> [Exercise]
Write out the whole listing below exactly, skipping each picture.

> [Exercise data]
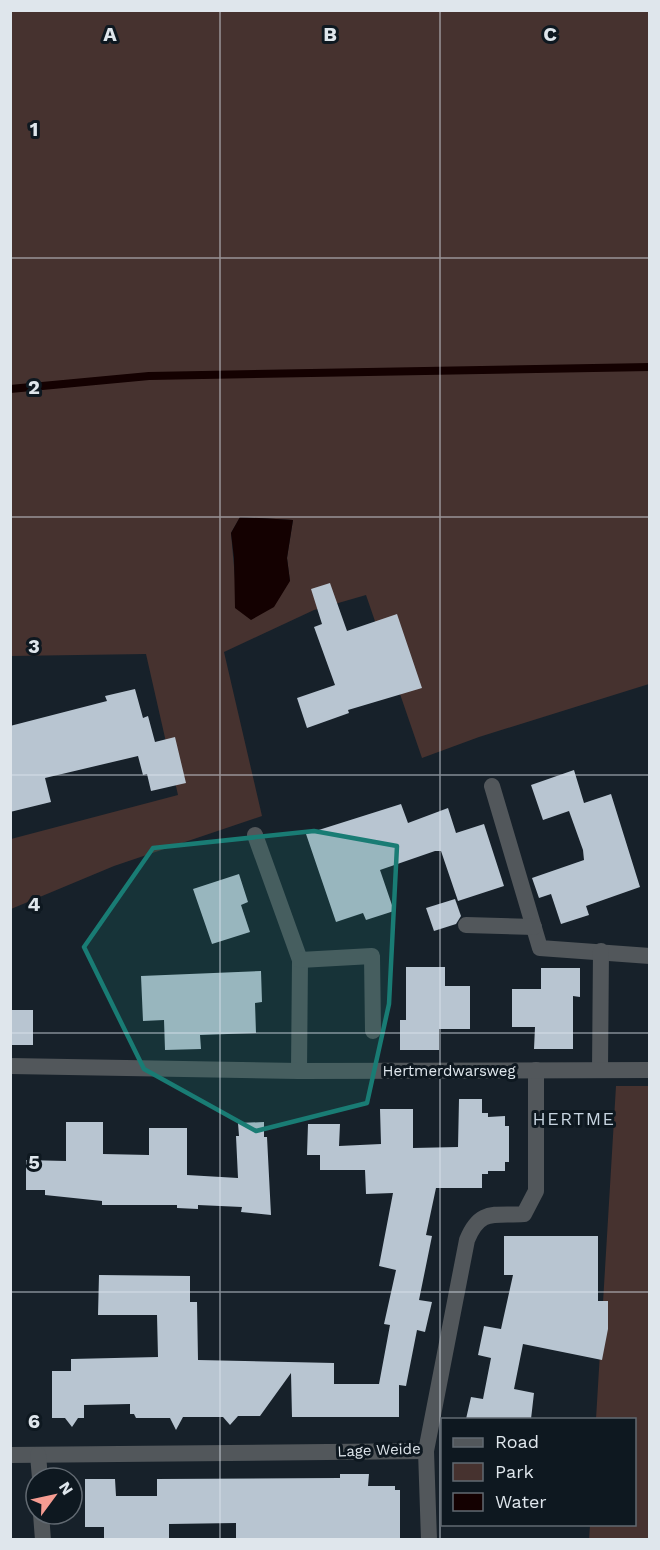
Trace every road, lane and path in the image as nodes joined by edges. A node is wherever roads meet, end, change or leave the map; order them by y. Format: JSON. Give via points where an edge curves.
{"nodes":[{"id":1,"x":492,"y":786,"type":"dead end"},
{"id":2,"x":255,"y":835,"type":"dead end"},
{"id":3,"x":466,"y":925,"type":"dead end"},
{"id":4,"x":534,"y":927,"type":"junction"},
{"id":5,"x":601,"y":951,"type":"junction"},
{"id":6,"x":650,"y":956,"type":"edge"},
{"id":7,"x":300,"y":960,"type":"junction"},
{"id":8,"x":373,"y":1031,"type":"dead end"},
{"id":9,"x":10,"y":1066,"type":"edge"},
{"id":10,"x":536,"y":1070,"type":"junction"},
{"id":11,"x":600,"y":1070,"type":"junction"},
{"id":12,"x":650,"y":1070,"type":"edge"},
{"id":13,"x":299,"y":1071,"type":"junction"},
{"id":14,"x":426,"y":1451,"type":"junction"},
{"id":15,"x":10,"y":1455,"type":"edge"},
{"id":16,"x":39,"y":1455,"type":"junction"},
{"id":17,"x":39,"y":1466,"type":"edge"},
{"id":18,"x":429,"y":1539,"type":"edge"}],
"edges":[{"from":1,"to":4,"type":"street"},
{"from":2,"to":7,"type":"street"},
{"from":3,"to":4,"type":"street"},
{"from":4,"to":5,"type":"street","via":[[540,948]]},
{"from":5,"to":6,"type":"street"},
{"from":5,"to":11,"type":"street"},
{"from":7,"to":8,"type":"street","via":[[372,956]]},
{"from":7,"to":13,"type":"street"},
{"from":9,"to":13,"type":"street","name":"Hertmerdwarsweg"},
{"from":10,"to":11,"type":"street","name":"Hertmerdwarsweg"},
{"from":10,"to":13,"type":"street","name":"Hertmerdwarsweg"},
{"from":10,"to":14,"type":"street","name":"Lage Weide","via":[[536,1191],[524,1214],[480,1217],[467,1240]]},
{"from":11,"to":12,"type":"street","name":"Hertmerdwarsweg"},
{"from":14,"to":16,"type":"street","name":"Lage Weide"},
{"from":14,"to":18,"type":"street"},
{"from":15,"to":16,"type":"street","name":"Lage Weide"},
{"from":16,"to":17,"type":"street"}]}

> [Solution for this problem]
Trace every road, lane and path in the image as nodes joined by edges. A node is wherever roads meet, end, change or leave the map; order them by y. Format: JSON. Give via points where an edge curves.
{"nodes":[{"id":1,"x":492,"y":786,"type":"dead end"},
{"id":2,"x":255,"y":835,"type":"dead end"},
{"id":3,"x":466,"y":925,"type":"dead end"},
{"id":4,"x":534,"y":927,"type":"junction"},
{"id":5,"x":601,"y":951,"type":"junction"},
{"id":6,"x":650,"y":956,"type":"edge"},
{"id":7,"x":300,"y":960,"type":"junction"},
{"id":8,"x":373,"y":1031,"type":"dead end"},
{"id":9,"x":10,"y":1066,"type":"edge"},
{"id":10,"x":536,"y":1070,"type":"junction"},
{"id":11,"x":600,"y":1070,"type":"junction"},
{"id":12,"x":650,"y":1070,"type":"edge"},
{"id":13,"x":299,"y":1071,"type":"junction"},
{"id":14,"x":426,"y":1451,"type":"junction"},
{"id":15,"x":10,"y":1455,"type":"edge"},
{"id":16,"x":39,"y":1455,"type":"junction"},
{"id":17,"x":39,"y":1466,"type":"edge"},
{"id":18,"x":429,"y":1539,"type":"edge"}],
"edges":[{"from":1,"to":4,"type":"street"},
{"from":2,"to":7,"type":"street"},
{"from":3,"to":4,"type":"street"},
{"from":4,"to":5,"type":"street","via":[[540,948]]},
{"from":5,"to":6,"type":"street"},
{"from":5,"to":11,"type":"street"},
{"from":7,"to":8,"type":"street","via":[[372,956]]},
{"from":7,"to":13,"type":"street"},
{"from":9,"to":13,"type":"street","name":"Hertmerdwarsweg"},
{"from":10,"to":11,"type":"street","name":"Hertmerdwarsweg"},
{"from":10,"to":13,"type":"street","name":"Hertmerdwarsweg"},
{"from":10,"to":14,"type":"street","name":"Lage Weide","via":[[536,1191],[524,1214],[480,1217],[467,1240]]},
{"from":11,"to":12,"type":"street","name":"Hertmerdwarsweg"},
{"from":14,"to":16,"type":"street","name":"Lage Weide"},
{"from":14,"to":18,"type":"street"},
{"from":15,"to":16,"type":"street","name":"Lage Weide"},
{"from":16,"to":17,"type":"street"}]}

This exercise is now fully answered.